**Your goal:**
Among the lines below, keep only those from the one containing "index mcp: (425, 297)" through the one containing "pinky tip: (60, 149)", and reproduce them exactly.

[Recorded data]
___

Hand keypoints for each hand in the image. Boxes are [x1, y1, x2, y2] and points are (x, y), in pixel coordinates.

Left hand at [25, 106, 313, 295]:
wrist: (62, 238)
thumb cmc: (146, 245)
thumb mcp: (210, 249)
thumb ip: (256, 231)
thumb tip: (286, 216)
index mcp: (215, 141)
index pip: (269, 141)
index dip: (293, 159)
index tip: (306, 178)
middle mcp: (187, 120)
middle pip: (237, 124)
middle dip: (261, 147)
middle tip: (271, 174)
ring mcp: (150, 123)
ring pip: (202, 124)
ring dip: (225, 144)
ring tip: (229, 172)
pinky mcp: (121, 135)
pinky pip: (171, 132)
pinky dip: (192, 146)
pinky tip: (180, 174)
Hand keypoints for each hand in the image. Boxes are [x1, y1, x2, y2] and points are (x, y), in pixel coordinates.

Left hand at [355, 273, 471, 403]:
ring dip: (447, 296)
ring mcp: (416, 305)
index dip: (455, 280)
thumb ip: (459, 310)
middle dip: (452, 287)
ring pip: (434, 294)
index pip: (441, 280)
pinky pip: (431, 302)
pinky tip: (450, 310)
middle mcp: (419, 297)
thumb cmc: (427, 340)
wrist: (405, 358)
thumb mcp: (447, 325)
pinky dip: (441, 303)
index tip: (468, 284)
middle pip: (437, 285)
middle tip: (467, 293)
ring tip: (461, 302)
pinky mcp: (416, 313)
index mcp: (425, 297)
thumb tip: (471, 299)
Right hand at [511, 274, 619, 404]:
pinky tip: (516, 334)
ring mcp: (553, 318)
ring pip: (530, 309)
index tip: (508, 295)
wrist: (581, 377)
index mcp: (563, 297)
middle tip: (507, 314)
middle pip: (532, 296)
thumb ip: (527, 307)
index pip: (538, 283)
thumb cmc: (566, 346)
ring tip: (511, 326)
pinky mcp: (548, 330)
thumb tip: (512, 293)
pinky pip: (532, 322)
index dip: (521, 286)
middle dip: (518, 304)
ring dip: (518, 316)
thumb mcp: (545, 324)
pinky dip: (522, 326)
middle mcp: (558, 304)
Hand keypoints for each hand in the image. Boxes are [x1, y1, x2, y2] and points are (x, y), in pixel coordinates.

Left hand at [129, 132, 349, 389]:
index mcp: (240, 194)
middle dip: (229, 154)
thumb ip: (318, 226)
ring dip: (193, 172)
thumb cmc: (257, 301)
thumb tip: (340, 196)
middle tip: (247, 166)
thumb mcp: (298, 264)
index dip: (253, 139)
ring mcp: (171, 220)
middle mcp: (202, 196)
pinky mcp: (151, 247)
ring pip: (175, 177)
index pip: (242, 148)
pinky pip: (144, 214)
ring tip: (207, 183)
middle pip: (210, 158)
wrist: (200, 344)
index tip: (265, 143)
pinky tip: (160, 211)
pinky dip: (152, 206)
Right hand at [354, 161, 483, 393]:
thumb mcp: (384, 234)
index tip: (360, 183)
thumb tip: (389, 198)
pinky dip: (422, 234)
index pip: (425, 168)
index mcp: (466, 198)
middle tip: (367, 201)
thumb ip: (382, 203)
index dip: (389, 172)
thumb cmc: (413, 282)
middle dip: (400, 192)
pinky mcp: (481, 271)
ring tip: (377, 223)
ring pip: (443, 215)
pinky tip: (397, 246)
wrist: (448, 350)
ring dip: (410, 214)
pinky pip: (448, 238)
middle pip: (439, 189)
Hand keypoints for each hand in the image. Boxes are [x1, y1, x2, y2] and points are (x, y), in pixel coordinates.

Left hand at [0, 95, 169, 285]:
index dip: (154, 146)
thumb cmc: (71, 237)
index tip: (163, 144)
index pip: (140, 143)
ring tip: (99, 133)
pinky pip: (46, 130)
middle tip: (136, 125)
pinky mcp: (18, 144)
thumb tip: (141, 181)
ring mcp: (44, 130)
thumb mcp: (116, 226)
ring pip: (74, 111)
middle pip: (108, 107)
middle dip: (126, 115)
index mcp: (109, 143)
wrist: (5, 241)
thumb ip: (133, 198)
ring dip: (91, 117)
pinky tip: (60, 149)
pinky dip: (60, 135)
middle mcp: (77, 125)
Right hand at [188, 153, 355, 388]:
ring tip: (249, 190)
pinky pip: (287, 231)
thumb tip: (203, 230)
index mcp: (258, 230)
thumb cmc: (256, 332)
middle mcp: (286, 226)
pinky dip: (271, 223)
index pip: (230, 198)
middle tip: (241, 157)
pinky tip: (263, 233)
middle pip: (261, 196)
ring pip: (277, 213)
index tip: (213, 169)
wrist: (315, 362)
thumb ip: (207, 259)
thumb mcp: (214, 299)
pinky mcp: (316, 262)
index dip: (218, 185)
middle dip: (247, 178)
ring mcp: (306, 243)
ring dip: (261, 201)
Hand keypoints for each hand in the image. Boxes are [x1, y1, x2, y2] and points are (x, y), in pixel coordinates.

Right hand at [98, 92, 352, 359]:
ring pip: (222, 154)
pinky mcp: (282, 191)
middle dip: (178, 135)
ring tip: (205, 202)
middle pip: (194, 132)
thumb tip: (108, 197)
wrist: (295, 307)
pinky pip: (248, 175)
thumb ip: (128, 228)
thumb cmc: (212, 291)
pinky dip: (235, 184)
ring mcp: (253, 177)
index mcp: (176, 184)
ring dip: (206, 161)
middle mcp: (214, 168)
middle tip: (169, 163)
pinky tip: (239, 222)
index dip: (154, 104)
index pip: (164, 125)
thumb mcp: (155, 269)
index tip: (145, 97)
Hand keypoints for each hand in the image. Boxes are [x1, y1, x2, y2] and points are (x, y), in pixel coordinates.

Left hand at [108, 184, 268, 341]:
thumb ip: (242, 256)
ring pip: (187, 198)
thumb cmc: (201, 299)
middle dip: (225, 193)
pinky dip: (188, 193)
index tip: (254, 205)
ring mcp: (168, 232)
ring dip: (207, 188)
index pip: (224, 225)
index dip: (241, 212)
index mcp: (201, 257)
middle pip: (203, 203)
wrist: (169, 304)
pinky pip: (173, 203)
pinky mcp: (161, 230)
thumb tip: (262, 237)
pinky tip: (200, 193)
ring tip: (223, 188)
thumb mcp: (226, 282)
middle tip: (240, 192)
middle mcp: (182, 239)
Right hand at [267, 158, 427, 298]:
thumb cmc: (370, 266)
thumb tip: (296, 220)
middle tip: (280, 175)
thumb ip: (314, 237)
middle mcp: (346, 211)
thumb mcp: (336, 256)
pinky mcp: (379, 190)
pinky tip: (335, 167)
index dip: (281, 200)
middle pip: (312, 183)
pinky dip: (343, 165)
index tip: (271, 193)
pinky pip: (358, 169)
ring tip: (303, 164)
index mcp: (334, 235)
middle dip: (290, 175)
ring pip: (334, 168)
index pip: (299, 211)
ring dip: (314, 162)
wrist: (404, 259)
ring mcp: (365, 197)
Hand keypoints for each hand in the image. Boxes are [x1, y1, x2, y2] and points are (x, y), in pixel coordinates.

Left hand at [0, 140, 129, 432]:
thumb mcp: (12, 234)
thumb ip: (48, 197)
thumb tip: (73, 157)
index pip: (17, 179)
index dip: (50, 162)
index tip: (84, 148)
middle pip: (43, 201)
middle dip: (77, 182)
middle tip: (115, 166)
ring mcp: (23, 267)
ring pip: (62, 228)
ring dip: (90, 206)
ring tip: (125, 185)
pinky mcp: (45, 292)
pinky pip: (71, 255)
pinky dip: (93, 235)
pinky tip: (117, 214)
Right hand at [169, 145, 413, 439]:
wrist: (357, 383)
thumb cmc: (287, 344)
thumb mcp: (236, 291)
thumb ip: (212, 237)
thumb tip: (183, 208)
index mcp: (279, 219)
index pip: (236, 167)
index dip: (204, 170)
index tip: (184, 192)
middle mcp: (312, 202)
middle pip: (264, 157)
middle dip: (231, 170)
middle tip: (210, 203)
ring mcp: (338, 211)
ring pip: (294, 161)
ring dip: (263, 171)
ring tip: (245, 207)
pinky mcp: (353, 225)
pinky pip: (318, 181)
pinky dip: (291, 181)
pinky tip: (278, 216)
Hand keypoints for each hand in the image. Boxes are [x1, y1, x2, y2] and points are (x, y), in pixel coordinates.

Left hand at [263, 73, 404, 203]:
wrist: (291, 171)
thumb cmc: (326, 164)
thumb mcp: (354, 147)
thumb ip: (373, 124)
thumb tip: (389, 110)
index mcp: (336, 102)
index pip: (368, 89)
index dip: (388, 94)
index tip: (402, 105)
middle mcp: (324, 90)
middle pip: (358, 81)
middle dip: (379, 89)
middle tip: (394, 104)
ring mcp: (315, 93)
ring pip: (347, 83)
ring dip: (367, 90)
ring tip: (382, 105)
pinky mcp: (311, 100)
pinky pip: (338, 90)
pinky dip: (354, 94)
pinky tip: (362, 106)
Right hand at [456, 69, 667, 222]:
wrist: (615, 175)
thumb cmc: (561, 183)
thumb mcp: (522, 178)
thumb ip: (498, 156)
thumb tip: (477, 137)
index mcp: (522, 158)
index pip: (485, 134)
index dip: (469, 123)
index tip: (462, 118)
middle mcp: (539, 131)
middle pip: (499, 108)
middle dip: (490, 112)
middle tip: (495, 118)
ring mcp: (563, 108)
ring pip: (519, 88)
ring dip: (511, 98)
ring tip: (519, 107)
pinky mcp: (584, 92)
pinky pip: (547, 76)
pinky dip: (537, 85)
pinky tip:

___

**Finished exercise:**
index mcp: (425, 297)
thumb tip: (471, 299)
Right hand at [511, 274, 619, 404]:
pinky tip: (516, 334)
ring mcp: (553, 318)
ring pip: (530, 309)
index tip: (508, 295)
wrist: (581, 377)
index mcp: (563, 297)
middle tip: (507, 314)
middle pip: (532, 296)
thumb ip: (527, 307)
index pip: (538, 283)
thumb cmc: (566, 346)
ring tip: (511, 326)
pinky mcp: (548, 330)
thumb tip: (512, 293)
pinky pip: (532, 322)
index dip: (521, 286)
middle dip: (518, 304)
ring dip: (518, 316)
thumb mcp: (545, 324)
pinky dip: (522, 326)
middle mcp: (558, 304)
Hand keypoints for each hand in the image. Boxes are [x1, y1, x2, y2] and points are (x, y), in pixel coordinates.

Left hand at [129, 132, 349, 389]:
index mcp: (240, 194)
middle dip: (229, 154)
thumb ip: (318, 226)
ring dip: (193, 172)
thumb cmc: (257, 301)
thumb tip: (340, 196)
middle tip: (247, 166)
thumb mcp: (298, 264)
index dip: (253, 139)
ring mcp: (171, 220)
middle mcp: (202, 196)
pinky mcp: (151, 247)
ring pip: (175, 177)
index pip: (242, 148)
pinky pip: (144, 214)
ring tip: (207, 183)
middle pip: (210, 158)
wrist: (200, 344)
index tip: (265, 143)
pinky tip: (160, 211)
pinky dip: (152, 206)
Right hand at [354, 161, 483, 393]:
thumb mcp: (384, 234)
index tip: (360, 183)
thumb tip: (389, 198)
pinky dip: (422, 234)
index pip: (425, 168)
index mcp: (466, 198)
middle tip: (367, 201)
thumb ip: (382, 203)
index dip: (389, 172)
thumb cmc: (413, 282)
middle dip: (400, 192)
pinky mcp: (481, 271)
ring tip: (377, 223)
ring pip: (443, 215)
pinky tip: (397, 246)
wrist: (448, 350)
ring dip: (410, 214)
pinky pip: (448, 238)
middle pip: (439, 189)
Hand keypoints for each hand in the image. Boxes are [x1, y1, x2, y2] and points are (x, y), in pixel coordinates.

Left hand at [0, 95, 169, 285]:
index dip: (154, 146)
thumb cmc: (71, 237)
index tip: (163, 144)
index pip: (140, 143)
ring tip: (99, 133)
pinky pip: (46, 130)
middle tip: (136, 125)
pinky mcp: (18, 144)
thumb tip: (141, 181)
ring mcp: (44, 130)
thumb mcp: (116, 226)
ring pip: (74, 111)
middle pip: (108, 107)
middle dip: (126, 115)
index mcp: (109, 143)
wrist: (5, 241)
thumb ip: (133, 198)
ring dip: (91, 117)
pinky tip: (60, 149)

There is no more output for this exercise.